27 Famous Portrait Photographers (Past & Present)

Barack_Obama_family_portrait_2011-Pete-Souza

Learning from the work of famous portrait photographers can help you to pass from making nice photos to creating works of art.

In this list, you’ll find a mixture of famous portrait photographers from past and present to get you inspired.

(This isn’t, of course, a comprehensive list, but it’s a good starting point!)

If you’re eager to get to know some of the most influential portrait photographers in the world, let’s get started.

Top 27 Most Famous Portrait Photographers Ever

1. Annie Leibovitz

Annie Leibovitz is amongst the most famous portrait photographers in the world.
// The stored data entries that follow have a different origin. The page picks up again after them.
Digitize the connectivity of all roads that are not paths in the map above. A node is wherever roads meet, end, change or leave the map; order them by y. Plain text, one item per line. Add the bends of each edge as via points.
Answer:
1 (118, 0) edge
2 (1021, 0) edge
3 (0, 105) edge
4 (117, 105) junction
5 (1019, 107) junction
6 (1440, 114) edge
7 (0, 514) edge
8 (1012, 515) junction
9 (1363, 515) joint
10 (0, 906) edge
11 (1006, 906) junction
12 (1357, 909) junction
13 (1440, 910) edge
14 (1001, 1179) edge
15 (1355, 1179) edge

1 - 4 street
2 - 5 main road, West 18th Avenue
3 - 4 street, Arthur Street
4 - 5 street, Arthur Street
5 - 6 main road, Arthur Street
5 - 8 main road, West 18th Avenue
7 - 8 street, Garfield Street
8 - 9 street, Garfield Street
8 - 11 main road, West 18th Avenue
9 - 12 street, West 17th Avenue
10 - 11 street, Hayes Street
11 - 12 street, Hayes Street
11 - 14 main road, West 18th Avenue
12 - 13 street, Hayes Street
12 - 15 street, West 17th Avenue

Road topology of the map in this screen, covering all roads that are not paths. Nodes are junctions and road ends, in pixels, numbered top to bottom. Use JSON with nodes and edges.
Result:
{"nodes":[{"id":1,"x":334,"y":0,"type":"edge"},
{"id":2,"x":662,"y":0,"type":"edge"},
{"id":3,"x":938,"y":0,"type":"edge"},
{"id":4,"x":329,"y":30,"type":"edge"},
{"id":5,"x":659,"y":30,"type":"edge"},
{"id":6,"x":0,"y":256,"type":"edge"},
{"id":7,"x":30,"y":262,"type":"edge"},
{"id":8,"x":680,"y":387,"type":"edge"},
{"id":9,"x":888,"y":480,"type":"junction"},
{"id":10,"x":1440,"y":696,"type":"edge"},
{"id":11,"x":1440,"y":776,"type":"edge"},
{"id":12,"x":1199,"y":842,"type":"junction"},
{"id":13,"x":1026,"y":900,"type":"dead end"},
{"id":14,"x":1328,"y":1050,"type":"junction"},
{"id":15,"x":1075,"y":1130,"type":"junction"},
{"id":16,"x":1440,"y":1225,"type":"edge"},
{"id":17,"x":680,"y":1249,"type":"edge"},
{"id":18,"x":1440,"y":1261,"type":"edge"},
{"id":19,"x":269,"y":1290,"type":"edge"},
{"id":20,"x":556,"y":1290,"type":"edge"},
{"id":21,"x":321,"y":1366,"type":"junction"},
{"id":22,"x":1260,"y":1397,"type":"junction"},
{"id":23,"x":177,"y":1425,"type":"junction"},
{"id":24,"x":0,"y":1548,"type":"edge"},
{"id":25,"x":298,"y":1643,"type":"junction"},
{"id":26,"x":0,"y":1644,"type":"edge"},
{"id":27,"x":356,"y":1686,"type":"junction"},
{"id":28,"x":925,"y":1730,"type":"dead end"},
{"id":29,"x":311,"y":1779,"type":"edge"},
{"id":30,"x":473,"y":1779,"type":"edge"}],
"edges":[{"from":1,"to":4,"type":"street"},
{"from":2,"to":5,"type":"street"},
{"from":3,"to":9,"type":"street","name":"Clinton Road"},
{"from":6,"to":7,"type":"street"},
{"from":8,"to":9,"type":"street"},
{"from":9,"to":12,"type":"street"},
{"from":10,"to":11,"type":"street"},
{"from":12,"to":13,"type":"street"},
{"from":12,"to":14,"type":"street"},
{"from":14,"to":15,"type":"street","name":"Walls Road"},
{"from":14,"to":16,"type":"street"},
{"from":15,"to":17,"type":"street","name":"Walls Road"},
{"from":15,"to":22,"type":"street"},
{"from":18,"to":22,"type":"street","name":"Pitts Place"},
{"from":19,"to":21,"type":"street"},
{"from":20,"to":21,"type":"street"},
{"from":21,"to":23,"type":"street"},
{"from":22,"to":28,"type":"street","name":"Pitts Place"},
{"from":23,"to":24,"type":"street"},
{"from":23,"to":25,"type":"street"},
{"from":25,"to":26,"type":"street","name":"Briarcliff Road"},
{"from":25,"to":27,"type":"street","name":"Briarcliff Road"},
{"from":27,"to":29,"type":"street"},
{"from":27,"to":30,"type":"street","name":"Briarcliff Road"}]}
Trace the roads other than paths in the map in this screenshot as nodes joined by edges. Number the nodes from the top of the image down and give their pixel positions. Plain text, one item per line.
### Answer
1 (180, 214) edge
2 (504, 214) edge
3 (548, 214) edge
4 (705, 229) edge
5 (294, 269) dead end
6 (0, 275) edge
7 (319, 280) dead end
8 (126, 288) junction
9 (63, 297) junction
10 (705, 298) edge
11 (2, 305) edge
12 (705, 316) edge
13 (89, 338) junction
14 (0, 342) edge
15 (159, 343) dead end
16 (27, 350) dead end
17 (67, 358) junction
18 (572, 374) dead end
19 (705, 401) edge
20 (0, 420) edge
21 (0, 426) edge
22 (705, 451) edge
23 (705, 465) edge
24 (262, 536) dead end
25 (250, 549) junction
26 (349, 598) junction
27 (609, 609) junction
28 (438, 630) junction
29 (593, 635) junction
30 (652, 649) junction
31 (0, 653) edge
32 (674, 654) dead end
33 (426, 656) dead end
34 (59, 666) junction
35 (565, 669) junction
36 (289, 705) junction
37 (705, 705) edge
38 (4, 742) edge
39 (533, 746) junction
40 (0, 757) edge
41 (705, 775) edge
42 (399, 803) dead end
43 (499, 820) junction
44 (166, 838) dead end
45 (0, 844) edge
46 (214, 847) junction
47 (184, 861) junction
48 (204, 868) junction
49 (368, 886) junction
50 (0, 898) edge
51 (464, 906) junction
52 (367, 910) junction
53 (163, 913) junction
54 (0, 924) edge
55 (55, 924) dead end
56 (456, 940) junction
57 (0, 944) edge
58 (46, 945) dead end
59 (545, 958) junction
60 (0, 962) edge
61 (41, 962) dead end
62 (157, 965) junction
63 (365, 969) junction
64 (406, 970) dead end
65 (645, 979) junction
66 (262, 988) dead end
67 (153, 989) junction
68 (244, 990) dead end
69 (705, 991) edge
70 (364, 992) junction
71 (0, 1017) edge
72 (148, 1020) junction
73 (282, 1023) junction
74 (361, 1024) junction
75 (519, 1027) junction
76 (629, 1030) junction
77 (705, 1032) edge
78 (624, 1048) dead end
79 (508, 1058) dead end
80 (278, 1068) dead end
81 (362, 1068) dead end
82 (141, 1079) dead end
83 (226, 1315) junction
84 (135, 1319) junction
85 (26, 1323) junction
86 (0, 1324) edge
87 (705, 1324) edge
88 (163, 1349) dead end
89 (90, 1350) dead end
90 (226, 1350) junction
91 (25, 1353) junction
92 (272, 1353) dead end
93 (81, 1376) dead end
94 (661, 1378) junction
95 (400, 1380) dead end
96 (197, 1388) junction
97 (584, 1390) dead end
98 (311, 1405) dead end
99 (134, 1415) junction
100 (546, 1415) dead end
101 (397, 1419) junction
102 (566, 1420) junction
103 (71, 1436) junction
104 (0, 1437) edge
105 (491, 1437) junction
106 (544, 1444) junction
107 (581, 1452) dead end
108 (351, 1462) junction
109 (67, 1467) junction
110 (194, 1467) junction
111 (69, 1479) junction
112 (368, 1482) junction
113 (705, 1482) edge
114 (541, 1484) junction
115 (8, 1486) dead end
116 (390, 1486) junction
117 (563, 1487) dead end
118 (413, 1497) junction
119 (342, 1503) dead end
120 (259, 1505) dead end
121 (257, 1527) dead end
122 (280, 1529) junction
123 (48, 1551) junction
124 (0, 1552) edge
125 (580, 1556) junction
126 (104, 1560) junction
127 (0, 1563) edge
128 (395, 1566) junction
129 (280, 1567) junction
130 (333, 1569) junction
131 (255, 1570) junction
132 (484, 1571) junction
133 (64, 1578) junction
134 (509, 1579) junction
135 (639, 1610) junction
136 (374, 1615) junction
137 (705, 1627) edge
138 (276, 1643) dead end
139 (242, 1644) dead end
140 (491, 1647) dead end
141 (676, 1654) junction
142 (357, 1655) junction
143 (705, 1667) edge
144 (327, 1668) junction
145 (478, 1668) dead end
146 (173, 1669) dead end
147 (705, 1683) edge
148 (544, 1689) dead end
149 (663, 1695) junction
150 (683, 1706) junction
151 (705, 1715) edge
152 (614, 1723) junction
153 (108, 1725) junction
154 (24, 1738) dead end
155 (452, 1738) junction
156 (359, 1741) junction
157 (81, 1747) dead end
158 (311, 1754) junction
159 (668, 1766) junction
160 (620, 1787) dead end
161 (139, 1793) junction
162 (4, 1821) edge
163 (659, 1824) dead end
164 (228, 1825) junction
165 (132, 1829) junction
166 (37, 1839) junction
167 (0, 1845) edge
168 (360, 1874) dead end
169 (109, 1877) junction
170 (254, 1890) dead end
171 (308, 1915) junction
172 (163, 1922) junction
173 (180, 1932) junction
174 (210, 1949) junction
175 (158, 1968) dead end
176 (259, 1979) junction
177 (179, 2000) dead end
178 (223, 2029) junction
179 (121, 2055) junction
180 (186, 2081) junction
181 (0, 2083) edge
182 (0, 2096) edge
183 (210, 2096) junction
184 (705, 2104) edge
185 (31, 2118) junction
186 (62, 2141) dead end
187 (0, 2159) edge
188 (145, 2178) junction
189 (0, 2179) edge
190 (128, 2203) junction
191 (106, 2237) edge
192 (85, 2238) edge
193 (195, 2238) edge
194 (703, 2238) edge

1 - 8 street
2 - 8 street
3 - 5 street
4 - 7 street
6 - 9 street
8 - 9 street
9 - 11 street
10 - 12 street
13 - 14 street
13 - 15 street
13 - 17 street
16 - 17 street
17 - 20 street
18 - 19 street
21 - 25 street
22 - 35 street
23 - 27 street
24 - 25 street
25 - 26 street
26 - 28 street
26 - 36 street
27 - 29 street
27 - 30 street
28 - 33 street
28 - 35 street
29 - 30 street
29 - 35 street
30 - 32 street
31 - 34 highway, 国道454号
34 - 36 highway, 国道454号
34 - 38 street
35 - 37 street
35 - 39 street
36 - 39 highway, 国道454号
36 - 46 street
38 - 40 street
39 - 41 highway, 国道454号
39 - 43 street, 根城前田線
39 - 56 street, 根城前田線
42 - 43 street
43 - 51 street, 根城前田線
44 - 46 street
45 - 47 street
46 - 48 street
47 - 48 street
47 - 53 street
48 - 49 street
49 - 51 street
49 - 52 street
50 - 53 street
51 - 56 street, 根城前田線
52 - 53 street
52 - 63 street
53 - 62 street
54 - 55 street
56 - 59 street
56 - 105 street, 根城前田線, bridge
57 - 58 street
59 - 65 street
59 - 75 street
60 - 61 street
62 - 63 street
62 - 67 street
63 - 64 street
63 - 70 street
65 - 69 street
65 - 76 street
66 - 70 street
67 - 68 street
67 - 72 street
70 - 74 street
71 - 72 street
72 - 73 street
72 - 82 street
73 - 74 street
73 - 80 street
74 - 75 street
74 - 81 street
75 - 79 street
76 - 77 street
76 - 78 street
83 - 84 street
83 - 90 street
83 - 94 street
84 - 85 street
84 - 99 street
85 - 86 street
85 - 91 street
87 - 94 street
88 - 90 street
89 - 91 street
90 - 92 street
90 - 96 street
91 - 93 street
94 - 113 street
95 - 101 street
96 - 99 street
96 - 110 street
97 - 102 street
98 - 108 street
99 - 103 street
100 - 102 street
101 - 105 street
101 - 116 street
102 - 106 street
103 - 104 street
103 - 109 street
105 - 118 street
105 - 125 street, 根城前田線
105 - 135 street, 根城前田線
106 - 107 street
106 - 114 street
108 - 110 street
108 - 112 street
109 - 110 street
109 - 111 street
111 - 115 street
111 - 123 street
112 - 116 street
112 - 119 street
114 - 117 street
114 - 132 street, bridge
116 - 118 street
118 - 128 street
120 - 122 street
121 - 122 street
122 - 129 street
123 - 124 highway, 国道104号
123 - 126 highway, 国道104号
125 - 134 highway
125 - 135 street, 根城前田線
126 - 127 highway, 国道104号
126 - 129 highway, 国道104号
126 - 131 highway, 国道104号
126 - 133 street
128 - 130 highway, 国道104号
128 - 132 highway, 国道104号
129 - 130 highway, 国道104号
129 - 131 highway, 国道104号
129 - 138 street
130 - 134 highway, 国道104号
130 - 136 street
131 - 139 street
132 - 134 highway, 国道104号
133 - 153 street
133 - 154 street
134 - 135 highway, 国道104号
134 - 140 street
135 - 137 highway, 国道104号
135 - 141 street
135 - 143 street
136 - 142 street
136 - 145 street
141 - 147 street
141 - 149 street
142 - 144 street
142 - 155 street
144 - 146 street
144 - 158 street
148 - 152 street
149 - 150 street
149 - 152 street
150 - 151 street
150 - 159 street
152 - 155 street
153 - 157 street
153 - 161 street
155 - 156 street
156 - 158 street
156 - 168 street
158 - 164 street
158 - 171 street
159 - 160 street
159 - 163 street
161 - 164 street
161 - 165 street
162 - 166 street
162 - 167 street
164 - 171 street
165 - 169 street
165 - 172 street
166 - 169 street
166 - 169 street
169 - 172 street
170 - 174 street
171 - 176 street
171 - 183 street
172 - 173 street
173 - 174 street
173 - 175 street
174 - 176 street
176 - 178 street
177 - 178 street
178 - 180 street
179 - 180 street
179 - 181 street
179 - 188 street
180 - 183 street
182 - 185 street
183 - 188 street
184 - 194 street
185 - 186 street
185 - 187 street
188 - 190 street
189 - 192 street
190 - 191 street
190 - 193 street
She started working for Rolling Stone magazine in 1970, and since then, she’s photographed many famous people from the music business, tv stars, politicians, etc.

One of her most famous portrait photographs is the one of John Lennon in bed with Yoko Ono done a few hours before Lennon’s murder.

Annie Leibovitz is still active, and she teaches an online Masterclass, in case you’re interested in learning from one of the most famous photographers in the field.

2. Arnold Newman

Arnold Newman, White House Press Office (WHPO), Public domain, via Wikimedia Commons

Arnold Newman was a talented portrait photographer who studied drawing and painting. In 1946, he relocated to New York, and he started working as a photographer for well-known magazines such as Fortune, Newsweek and Life.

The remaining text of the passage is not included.